JPU juga meminta sejumlah aset Udar bernilai puluhan miliar rupiah dirampas untuk negara. JPU yang terdiri atas Victor Antonius selaku ketua merangkap anggota, dengan anggota Agung Arifianto, Y Sigit K, dan Tasjrifin membacakan surat tuntutan terhadap Udar di Pengadilan Tindak Pidana Korupsi (Tipikor) Jakarta kemarin. Sidang Udar dipimpin Ketua Majelis Hakim Artha Theresia.

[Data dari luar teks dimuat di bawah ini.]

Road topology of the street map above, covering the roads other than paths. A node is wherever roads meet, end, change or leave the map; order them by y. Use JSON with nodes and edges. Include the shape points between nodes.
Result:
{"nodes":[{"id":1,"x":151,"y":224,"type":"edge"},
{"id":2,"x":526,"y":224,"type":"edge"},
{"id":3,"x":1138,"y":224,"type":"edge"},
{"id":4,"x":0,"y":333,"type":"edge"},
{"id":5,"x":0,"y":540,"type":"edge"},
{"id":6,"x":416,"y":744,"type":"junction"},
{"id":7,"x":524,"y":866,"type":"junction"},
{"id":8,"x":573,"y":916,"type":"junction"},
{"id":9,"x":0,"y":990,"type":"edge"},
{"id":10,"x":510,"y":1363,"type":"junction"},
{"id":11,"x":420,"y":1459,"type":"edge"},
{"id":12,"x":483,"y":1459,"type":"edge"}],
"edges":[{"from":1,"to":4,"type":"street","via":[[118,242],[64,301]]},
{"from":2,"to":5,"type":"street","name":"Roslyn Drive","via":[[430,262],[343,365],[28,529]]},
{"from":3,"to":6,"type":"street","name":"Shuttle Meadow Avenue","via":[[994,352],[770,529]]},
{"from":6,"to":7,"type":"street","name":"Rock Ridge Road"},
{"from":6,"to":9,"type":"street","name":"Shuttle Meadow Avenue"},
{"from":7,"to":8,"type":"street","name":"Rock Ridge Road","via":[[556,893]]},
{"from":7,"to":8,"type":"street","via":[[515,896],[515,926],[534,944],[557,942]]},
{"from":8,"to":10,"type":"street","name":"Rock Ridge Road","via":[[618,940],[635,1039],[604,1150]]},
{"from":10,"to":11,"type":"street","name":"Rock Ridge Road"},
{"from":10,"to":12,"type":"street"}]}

JPU meyakini, berdasarkan fakta-fakta persidangan, Udar terbukti secara sah dan meyakinkan menurut hukum bersalah melakukan tiga perbuatan pidana. Pertama , Udar selaku pengguna anggaran (PA) terbukti secara sendiri ataupun bersama-sama dengan pihak lainnya dan merupakan gabungan beberapa perbuatan pidana dalam dugaan korupsi pengadaan armada busway articulated paket I dan II tahun anggaran 2012, dan tiga paket busway single , tiga paket busway articulated, dan tiga paket bus sedang tahun anggaran 2013.
Akibatnya negara mengalami kerugian. Masing-masing Rp9.576.562.750 untuk tahun anggaran 2012 dan Rp390.379.614.000 untuk pengadaan 2013. Kedua , Udar terbukti menerima gratifikasi lebih dari Rp6,5 miliar selama kurun dari 2010-2014 baik secara langsung maupun melalui transfer.
Penerimaan tersebut di antaranya Rp77 juta dari Direktur PT Jati Galih Semesta (JGS) Yeddie Kuswandy yang diduga berkaitan dengan lelang koridor/halte busway yang diikuti PT JGS. Ketiga, Udar terbukti melakukan tindak pidana pencucian uang (TPPU) sekitar Rp30 miliar. Uang tersebut digunakan untuk membeli sejumlah aset seperti rumah, kendaraan, bangunan. Aset TPPU Udar diminta agar dirampas untuk negara.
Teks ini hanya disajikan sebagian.